## Stored data entries
■ ■ ■ ■ ■ ■ ■
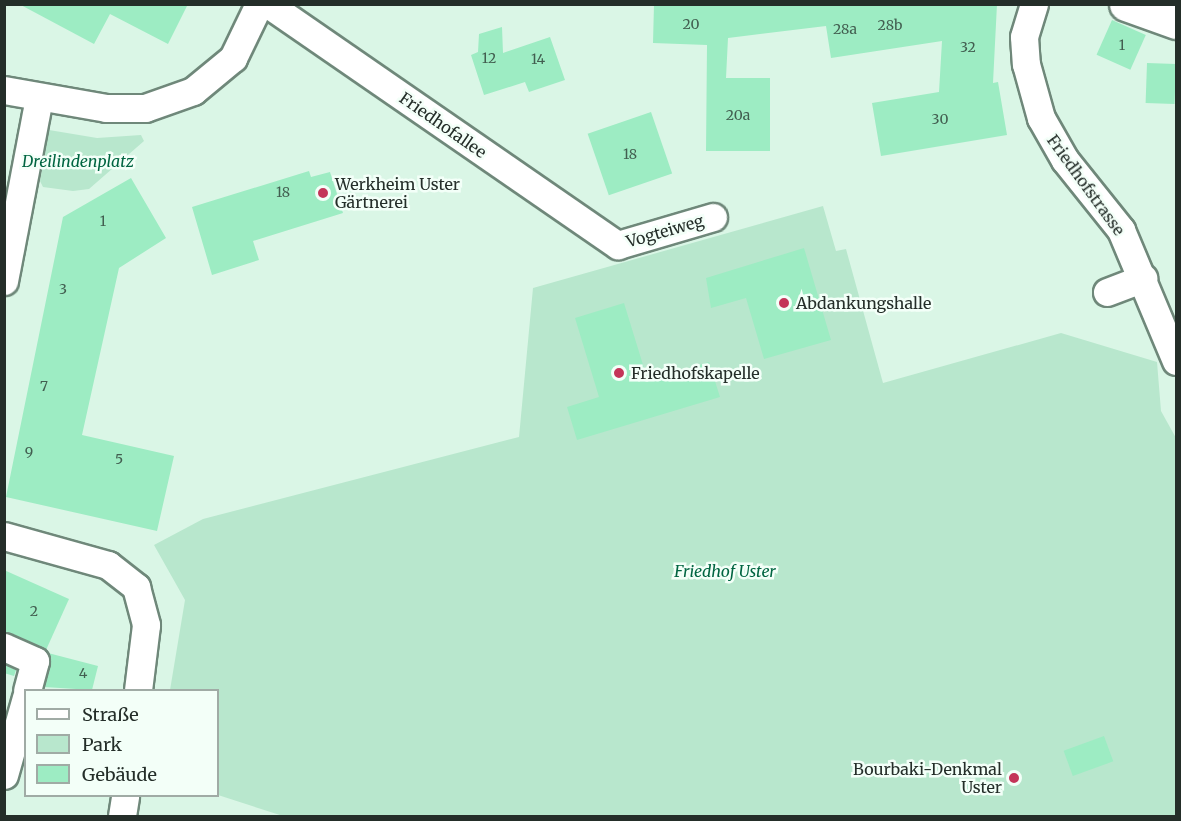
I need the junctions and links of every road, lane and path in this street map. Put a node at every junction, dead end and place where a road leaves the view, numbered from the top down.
1 (259, 4) edge
2 (268, 4) edge
3 (1034, 4) edge
4 (1126, 4) edge
5 (1160, 4) edge
6 (1176, 21) edge
7 (4, 90) edge
8 (39, 98) junction
9 (713, 218) dead end
10 (618, 245) joint
11 (1143, 278) junction
12 (4, 281) edge
13 (1107, 292) dead end
14 (1176, 361) edge
15 (4, 536) edge
16 (4, 647) edge
17 (27, 689) edge
18 (138, 689) edge
19 (24, 704) edge
20 (4, 775) edge
21 (125, 797) edge
22 (122, 816) edge

1 - 8 street
2 - 10 street, Friedhofallee
3 - 11 street, Friedhofstrasse
4 - 6 main road
5 - 6 main road
7 - 8 street
8 - 12 street
9 - 10 street, Vogteiweg
11 - 13 street
11 - 14 street, Friedhofstrasse
15 - 18 street
16 - 17 street
19 - 20 street
21 - 22 street

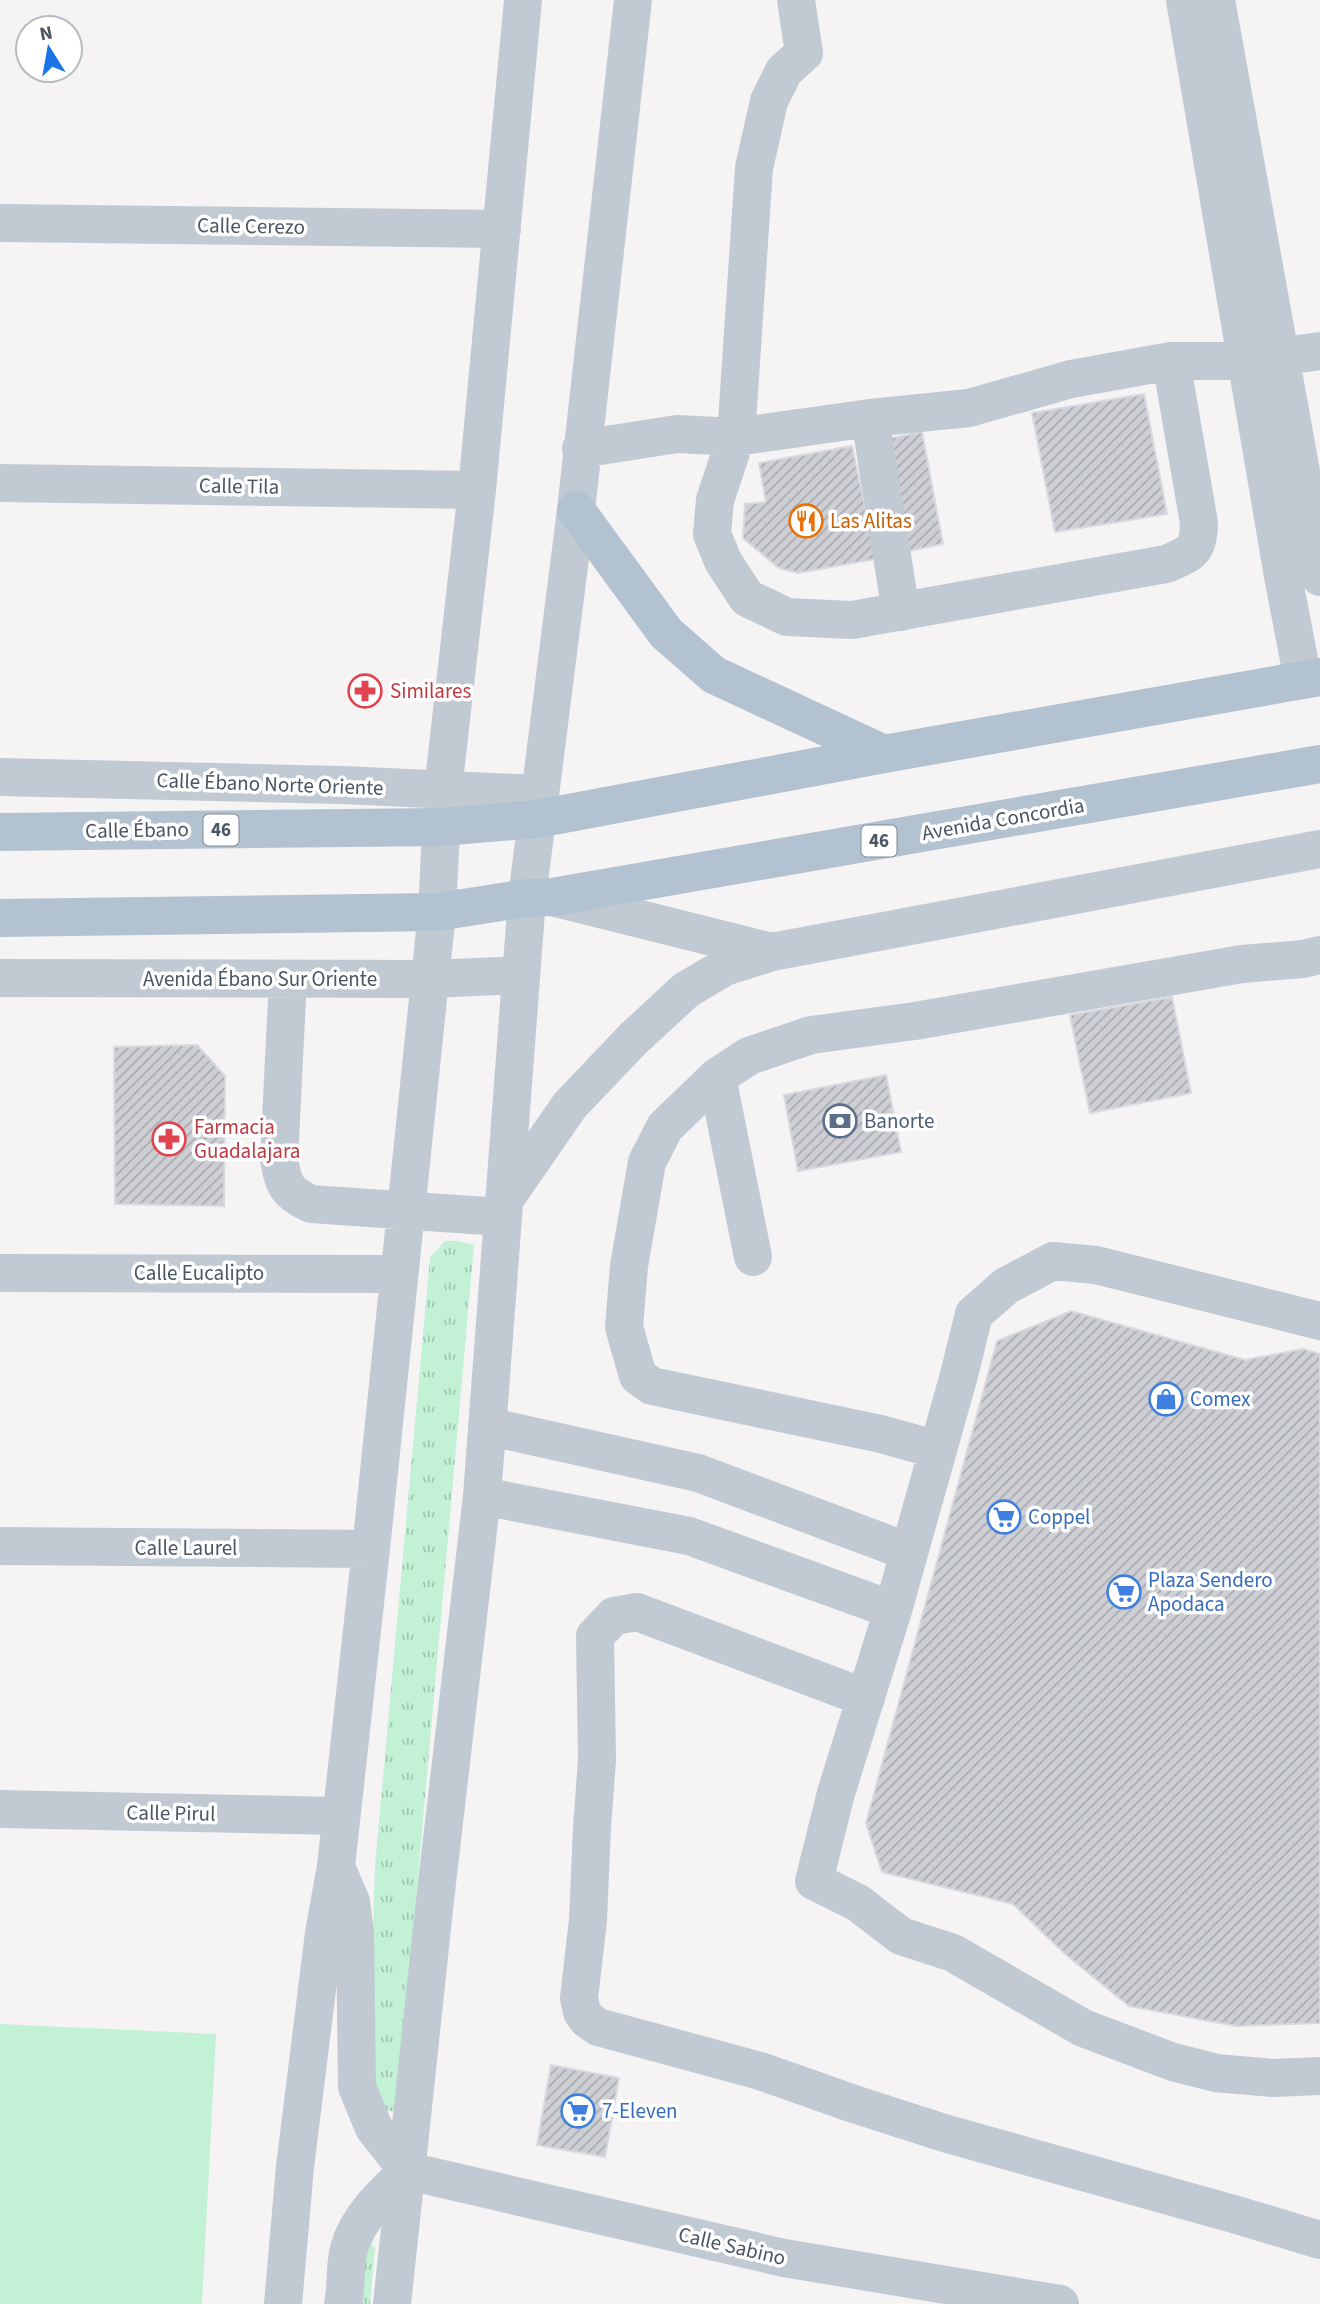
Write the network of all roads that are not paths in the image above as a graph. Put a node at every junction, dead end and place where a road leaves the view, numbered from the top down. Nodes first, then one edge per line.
1 (523, 0) edge
2 (633, 0) edge
3 (796, 0) edge
4 (1185, 0) edge
5 (1216, 0) edge
6 (0, 223) edge
7 (502, 229) junction
8 (1320, 351) edge
9 (1264, 359) junction
10 (1171, 361) junction
11 (870, 418) junction
12 (736, 437) junction
13 (581, 449) junction
14 (0, 483) edge
15 (477, 489) junction
16 (576, 510) junction
17 (1320, 577) edge
18 (901, 612) junction
19 (1311, 678) edge
20 (884, 754) junction
21 (1320, 764) edge
22 (0, 777) edge
23 (443, 790) junction
24 (538, 806) junction
25 (441, 827) junction
26 (0, 832) edge
27 (1320, 849) edge
28 (539, 897) junction
29 (437, 912) junction
30 (0, 918) edge
31 (772, 952) junction
32 (1320, 955) edge
33 (520, 975) junction
34 (0, 978) edge
35 (288, 979) junction
36 (430, 979) junction
37 (717, 1077) junction
38 (503, 1209) junction
39 (405, 1210) junction
40 (753, 1257) dead end
41 (0, 1273) edge
42 (398, 1274) junction
43 (1320, 1321) edge
44 (487, 1426) junction
45 (937, 1450) junction
46 (482, 1496) junction
47 (0, 1546) edge
48 (371, 1549) junction
49 (909, 1552) junction
50 (893, 1610) junction
51 (866, 1698) junction
52 (0, 1809) edge
53 (341, 1816) junction
54 (336, 1866) junction
55 (1320, 2076) edge
56 (408, 2171) junction
57 (1320, 2240) edge
58 (283, 2304) edge
59 (343, 2304) edge
60 (393, 2304) edge
61 (1060, 2304) edge

1 - 7 street
2 - 13 street
3 - 12 street
4 - 9 street
5 - 9 street
6 - 7 street, Calle Cerezo
7 - 15 street
8 - 9 street
9 - 10 street
9 - 17 street
9 - 19 street
10 - 11 street
10 - 18 street
11 - 12 street
11 - 18 street
12 - 13 street
12 - 18 street
13 - 16 street
14 - 15 street, Calle Tila
15 - 23 street
16 - 20 main road
16 - 24 street
19 - 20 main road, 46
20 - 24 main road, 46
21 - 28 main road, Avenida Concordia / 46
22 - 23 street, Calle Ébano Norte Oriente
23 - 24 street, Calle Ébano Norte Oriente
23 - 25 street
24 - 25 main road, 46
24 - 28 street
25 - 26 main road, Calle Ébano / 46
25 - 29 street
27 - 31 street
28 - 29 main road, Avenida Concordia / 46
28 - 31 street
28 - 33 street
29 - 30 main road, 46
29 - 36 street
31 - 38 street
32 - 37 street
33 - 36 street, Avenida Ébano Sur Oriente
33 - 38 street
34 - 35 street, Avenida Ébano Sur Oriente
35 - 36 street, Avenida Ébano Sur Oriente
35 - 39 street
36 - 39 street
37 - 40 street
37 - 45 street
38 - 39 street
38 - 44 street
39 - 42 street
41 - 42 street, Calle Eucalipto
42 - 48 street
43 - 45 street
44 - 46 street
44 - 49 street
45 - 49 street
46 - 50 street
46 - 56 street
47 - 48 street, Calle Laurel
48 - 53 street
49 - 50 street
50 - 51 street
51 - 55 street
51 - 57 street
52 - 53 street, Calle Pirul
53 - 54 street
54 - 56 street
54 - 58 street
56 - 59 street
56 - 60 street
56 - 61 street, Calle Sabino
■ ■ ■ ■ ■ ■ ■
## Work to complete
Repeat the data above exactly, leaving out any pictures it holds.

## Answer space
I need the junctions and links of every road, lane and path in this street map. Put a node at every junction, dead end and place where a road leaves the view, numbered from the top down.
1 (259, 4) edge
2 (268, 4) edge
3 (1034, 4) edge
4 (1126, 4) edge
5 (1160, 4) edge
6 (1176, 21) edge
7 (4, 90) edge
8 (39, 98) junction
9 (713, 218) dead end
10 (618, 245) joint
11 (1143, 278) junction
12 (4, 281) edge
13 (1107, 292) dead end
14 (1176, 361) edge
15 (4, 536) edge
16 (4, 647) edge
17 (27, 689) edge
18 (138, 689) edge
19 (24, 704) edge
20 (4, 775) edge
21 (125, 797) edge
22 (122, 816) edge

1 - 8 street
2 - 10 street, Friedhofallee
3 - 11 street, Friedhofstrasse
4 - 6 main road
5 - 6 main road
7 - 8 street
8 - 12 street
9 - 10 street, Vogteiweg
11 - 13 street
11 - 14 street, Friedhofstrasse
15 - 18 street
16 - 17 street
19 - 20 street
21 - 22 street

Write the network of all roads that are not paths in the image above as a graph. Put a node at every junction, dead end and place where a road leaves the view, numbered from the top down. Nodes first, then one edge per line.
1 (523, 0) edge
2 (633, 0) edge
3 (796, 0) edge
4 (1185, 0) edge
5 (1216, 0) edge
6 (0, 223) edge
7 (502, 229) junction
8 (1320, 351) edge
9 (1264, 359) junction
10 (1171, 361) junction
11 (870, 418) junction
12 (736, 437) junction
13 (581, 449) junction
14 (0, 483) edge
15 (477, 489) junction
16 (576, 510) junction
17 (1320, 577) edge
18 (901, 612) junction
19 (1311, 678) edge
20 (884, 754) junction
21 (1320, 764) edge
22 (0, 777) edge
23 (443, 790) junction
24 (538, 806) junction
25 (441, 827) junction
26 (0, 832) edge
27 (1320, 849) edge
28 (539, 897) junction
29 (437, 912) junction
30 (0, 918) edge
31 (772, 952) junction
32 (1320, 955) edge
33 (520, 975) junction
34 (0, 978) edge
35 (288, 979) junction
36 (430, 979) junction
37 (717, 1077) junction
38 (503, 1209) junction
39 (405, 1210) junction
40 (753, 1257) dead end
41 (0, 1273) edge
42 (398, 1274) junction
43 (1320, 1321) edge
44 (487, 1426) junction
45 (937, 1450) junction
46 (482, 1496) junction
47 (0, 1546) edge
48 (371, 1549) junction
49 (909, 1552) junction
50 (893, 1610) junction
51 (866, 1698) junction
52 (0, 1809) edge
53 (341, 1816) junction
54 (336, 1866) junction
55 (1320, 2076) edge
56 (408, 2171) junction
57 (1320, 2240) edge
58 (283, 2304) edge
59 (343, 2304) edge
60 (393, 2304) edge
61 (1060, 2304) edge

1 - 7 street
2 - 13 street
3 - 12 street
4 - 9 street
5 - 9 street
6 - 7 street, Calle Cerezo
7 - 15 street
8 - 9 street
9 - 10 street
9 - 17 street
9 - 19 street
10 - 11 street
10 - 18 street
11 - 12 street
11 - 18 street
12 - 13 street
12 - 18 street
13 - 16 street
14 - 15 street, Calle Tila
15 - 23 street
16 - 20 main road
16 - 24 street
19 - 20 main road, 46
20 - 24 main road, 46
21 - 28 main road, Avenida Concordia / 46
22 - 23 street, Calle Ébano Norte Oriente
23 - 24 street, Calle Ébano Norte Oriente
23 - 25 street
24 - 25 main road, 46
24 - 28 street
25 - 26 main road, Calle Ébano / 46
25 - 29 street
27 - 31 street
28 - 29 main road, Avenida Concordia / 46
28 - 31 street
28 - 33 street
29 - 30 main road, 46
29 - 36 street
31 - 38 street
32 - 37 street
33 - 36 street, Avenida Ébano Sur Oriente
33 - 38 street
34 - 35 street, Avenida Ébano Sur Oriente
35 - 36 street, Avenida Ébano Sur Oriente
35 - 39 street
36 - 39 street
37 - 40 street
37 - 45 street
38 - 39 street
38 - 44 street
39 - 42 street
41 - 42 street, Calle Eucalipto
42 - 48 street
43 - 45 street
44 - 46 street
44 - 49 street
45 - 49 street
46 - 50 street
46 - 56 street
47 - 48 street, Calle Laurel
48 - 53 street
49 - 50 street
50 - 51 street
51 - 55 street
51 - 57 street
52 - 53 street, Calle Pirul
53 - 54 street
54 - 56 street
54 - 58 street
56 - 59 street
56 - 60 street
56 - 61 street, Calle Sabino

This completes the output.